━━ Data listing

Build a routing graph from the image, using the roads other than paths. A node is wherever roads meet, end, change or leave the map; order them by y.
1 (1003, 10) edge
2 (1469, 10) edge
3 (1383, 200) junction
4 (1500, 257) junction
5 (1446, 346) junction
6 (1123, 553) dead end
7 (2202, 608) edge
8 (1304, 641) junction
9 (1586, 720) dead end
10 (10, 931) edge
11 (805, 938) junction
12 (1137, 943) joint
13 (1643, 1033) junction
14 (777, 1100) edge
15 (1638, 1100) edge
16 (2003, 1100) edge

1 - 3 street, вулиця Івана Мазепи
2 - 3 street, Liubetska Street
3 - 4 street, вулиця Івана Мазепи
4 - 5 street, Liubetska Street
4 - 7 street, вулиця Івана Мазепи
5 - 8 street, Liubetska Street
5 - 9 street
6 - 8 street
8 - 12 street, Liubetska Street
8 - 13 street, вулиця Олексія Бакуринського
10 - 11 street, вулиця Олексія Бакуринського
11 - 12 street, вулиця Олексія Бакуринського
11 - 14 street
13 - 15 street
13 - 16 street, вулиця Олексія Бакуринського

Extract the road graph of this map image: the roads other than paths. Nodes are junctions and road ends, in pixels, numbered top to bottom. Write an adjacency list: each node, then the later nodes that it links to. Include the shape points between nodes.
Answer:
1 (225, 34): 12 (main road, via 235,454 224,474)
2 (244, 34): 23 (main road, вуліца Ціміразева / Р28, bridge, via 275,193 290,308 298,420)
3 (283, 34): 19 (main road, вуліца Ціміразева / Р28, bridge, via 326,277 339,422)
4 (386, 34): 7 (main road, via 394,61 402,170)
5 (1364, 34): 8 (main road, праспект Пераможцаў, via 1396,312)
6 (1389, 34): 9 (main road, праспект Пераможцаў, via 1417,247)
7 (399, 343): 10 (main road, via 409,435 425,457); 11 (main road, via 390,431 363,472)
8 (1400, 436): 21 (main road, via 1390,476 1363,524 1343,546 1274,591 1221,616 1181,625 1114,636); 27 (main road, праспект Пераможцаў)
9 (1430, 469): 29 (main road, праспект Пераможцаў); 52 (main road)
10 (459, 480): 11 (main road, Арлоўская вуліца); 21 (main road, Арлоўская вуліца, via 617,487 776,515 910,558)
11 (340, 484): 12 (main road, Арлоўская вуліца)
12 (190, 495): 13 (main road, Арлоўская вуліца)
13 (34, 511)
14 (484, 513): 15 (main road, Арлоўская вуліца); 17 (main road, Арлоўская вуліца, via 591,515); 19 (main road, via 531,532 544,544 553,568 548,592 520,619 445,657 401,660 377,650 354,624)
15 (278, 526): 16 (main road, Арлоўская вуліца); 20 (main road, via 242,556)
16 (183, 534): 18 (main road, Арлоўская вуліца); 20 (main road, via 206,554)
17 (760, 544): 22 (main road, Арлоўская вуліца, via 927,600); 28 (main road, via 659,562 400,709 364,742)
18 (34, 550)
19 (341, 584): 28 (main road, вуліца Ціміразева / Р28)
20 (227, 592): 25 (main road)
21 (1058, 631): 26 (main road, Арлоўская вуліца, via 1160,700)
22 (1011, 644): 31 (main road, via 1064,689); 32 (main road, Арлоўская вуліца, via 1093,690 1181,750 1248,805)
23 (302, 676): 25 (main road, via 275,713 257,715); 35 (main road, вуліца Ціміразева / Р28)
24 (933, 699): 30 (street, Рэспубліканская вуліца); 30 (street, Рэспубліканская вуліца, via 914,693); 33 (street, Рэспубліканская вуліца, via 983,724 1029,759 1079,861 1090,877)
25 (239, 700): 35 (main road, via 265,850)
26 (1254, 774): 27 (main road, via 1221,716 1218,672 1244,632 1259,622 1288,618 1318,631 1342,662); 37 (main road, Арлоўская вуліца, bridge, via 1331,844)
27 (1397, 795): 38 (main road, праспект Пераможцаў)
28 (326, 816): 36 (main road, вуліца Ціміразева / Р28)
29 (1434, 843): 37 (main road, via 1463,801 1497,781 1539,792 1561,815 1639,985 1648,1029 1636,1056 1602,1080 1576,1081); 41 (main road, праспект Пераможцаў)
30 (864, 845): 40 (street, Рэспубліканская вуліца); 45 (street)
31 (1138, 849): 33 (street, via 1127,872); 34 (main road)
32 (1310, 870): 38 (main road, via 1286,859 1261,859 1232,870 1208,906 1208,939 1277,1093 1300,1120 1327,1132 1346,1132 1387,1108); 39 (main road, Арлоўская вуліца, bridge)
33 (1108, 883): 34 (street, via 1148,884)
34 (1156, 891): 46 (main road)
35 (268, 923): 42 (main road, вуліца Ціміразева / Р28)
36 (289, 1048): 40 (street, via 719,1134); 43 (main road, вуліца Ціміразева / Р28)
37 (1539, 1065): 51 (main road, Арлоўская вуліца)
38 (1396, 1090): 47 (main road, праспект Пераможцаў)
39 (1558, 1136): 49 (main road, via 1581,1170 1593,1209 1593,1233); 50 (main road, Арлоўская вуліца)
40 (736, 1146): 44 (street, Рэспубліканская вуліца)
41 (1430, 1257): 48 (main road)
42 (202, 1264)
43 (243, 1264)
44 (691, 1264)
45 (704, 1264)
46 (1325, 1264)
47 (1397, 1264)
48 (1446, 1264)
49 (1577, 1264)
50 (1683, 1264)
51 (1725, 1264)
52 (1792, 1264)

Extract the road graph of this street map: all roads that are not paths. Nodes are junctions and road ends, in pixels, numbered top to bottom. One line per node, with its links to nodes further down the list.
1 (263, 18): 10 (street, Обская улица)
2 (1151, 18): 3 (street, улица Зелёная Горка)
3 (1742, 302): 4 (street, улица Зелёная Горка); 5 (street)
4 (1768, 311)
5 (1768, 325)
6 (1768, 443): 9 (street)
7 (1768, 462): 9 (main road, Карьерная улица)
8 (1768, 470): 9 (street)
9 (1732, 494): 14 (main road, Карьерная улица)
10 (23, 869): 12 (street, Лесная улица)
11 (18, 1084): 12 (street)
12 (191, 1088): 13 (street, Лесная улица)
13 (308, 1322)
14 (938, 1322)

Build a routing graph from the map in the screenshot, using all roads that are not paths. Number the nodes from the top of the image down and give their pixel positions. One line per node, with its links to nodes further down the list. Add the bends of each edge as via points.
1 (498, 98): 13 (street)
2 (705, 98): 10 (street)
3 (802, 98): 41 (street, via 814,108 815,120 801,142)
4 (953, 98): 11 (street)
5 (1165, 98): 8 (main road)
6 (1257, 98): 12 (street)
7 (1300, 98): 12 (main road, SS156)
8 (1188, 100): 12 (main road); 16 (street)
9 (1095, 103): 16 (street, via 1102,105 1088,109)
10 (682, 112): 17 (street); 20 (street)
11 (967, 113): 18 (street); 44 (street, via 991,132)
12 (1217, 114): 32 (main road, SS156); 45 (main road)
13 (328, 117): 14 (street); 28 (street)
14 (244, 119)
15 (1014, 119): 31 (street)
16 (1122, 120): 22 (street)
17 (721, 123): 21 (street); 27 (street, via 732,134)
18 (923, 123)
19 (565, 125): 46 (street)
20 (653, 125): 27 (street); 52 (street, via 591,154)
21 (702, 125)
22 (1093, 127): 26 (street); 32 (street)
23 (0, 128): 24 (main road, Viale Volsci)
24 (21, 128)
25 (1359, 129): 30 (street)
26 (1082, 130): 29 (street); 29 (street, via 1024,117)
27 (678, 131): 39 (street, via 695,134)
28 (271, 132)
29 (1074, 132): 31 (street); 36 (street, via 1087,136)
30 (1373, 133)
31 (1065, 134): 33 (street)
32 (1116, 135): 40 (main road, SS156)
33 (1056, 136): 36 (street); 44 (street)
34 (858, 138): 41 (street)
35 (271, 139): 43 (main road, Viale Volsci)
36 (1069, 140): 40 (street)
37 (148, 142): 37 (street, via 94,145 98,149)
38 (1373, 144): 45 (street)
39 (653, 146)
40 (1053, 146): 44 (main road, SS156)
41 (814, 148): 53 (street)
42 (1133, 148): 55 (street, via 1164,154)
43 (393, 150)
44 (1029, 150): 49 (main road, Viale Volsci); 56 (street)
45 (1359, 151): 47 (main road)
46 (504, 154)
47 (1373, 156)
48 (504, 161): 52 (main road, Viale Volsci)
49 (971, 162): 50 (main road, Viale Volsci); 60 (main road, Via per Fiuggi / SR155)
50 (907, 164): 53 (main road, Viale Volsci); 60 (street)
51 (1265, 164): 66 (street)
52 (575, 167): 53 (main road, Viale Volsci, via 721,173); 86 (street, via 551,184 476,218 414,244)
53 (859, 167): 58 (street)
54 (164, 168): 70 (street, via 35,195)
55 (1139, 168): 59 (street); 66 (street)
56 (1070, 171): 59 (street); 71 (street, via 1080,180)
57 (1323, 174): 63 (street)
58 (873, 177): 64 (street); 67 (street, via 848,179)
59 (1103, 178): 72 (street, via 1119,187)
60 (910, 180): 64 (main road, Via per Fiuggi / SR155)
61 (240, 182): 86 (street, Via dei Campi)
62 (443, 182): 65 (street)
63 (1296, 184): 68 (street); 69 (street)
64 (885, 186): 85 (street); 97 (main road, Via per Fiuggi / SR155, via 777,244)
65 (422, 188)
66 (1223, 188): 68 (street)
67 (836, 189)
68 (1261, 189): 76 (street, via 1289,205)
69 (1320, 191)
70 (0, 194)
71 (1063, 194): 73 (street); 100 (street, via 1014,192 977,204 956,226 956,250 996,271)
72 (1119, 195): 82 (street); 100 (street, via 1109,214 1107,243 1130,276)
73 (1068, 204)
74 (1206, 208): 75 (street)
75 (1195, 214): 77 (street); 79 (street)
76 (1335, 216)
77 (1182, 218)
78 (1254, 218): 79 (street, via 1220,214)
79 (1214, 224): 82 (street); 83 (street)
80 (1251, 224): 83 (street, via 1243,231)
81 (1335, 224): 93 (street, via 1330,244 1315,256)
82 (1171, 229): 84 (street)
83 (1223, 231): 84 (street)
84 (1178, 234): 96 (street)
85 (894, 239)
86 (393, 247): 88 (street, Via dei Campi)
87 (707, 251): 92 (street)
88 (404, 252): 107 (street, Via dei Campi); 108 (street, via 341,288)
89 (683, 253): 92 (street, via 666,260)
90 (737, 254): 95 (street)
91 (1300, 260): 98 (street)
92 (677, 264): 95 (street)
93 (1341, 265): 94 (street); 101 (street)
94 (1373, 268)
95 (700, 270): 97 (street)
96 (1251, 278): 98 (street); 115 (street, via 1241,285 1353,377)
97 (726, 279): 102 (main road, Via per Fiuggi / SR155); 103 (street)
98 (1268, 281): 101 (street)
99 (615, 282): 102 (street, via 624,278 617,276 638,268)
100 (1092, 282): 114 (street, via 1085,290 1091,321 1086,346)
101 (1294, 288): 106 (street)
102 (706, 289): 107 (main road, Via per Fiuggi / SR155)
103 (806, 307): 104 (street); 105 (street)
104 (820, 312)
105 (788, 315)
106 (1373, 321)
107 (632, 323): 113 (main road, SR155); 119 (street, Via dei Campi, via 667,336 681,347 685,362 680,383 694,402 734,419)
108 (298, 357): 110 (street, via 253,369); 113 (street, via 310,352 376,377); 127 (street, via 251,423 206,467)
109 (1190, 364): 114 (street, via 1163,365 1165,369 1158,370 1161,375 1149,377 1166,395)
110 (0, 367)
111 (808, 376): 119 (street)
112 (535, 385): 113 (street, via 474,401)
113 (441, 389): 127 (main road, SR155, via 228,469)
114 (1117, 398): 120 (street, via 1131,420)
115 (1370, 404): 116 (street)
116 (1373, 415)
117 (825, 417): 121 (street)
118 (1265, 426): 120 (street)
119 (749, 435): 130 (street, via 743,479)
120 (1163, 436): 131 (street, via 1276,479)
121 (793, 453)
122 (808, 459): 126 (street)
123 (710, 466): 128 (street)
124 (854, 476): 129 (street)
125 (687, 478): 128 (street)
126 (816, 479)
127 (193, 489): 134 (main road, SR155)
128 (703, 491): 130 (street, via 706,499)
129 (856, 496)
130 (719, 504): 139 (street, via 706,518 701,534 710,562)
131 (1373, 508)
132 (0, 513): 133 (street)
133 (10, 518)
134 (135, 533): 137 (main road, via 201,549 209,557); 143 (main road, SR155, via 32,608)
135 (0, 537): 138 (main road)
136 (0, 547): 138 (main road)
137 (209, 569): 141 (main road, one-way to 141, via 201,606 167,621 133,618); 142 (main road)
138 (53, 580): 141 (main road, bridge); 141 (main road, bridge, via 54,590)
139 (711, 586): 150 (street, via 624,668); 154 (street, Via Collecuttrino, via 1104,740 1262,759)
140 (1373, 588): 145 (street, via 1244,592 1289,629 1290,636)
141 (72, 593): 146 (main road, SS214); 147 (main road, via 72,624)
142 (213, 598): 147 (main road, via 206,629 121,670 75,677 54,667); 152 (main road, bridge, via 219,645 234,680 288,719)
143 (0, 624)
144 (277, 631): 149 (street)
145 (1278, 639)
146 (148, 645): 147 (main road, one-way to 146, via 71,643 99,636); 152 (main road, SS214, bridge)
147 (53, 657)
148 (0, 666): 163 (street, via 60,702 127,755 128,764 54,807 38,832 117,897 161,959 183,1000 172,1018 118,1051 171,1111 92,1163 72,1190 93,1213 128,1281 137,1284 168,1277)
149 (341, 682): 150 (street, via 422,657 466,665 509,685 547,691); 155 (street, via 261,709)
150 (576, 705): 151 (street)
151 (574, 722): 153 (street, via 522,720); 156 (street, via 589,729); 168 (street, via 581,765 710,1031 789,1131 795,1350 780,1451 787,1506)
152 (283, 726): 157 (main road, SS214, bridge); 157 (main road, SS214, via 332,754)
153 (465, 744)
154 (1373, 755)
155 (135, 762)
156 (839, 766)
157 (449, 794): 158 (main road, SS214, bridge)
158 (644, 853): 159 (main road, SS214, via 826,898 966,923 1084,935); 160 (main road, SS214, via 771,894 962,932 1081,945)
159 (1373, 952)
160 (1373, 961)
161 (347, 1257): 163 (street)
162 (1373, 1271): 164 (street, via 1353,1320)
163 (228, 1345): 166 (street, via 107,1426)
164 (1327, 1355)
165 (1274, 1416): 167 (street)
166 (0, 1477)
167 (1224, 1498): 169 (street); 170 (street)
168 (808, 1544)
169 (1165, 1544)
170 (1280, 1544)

━━━━

#### Exercise brief:
Go through the data above and copy each line that holds the word "Зелёная".

#### Answer to this task:
2 (1151, 18): 3 (street, улица Зелёная Горка)
3 (1742, 302): 4 (street, улица Зелёная Горка); 5 (street)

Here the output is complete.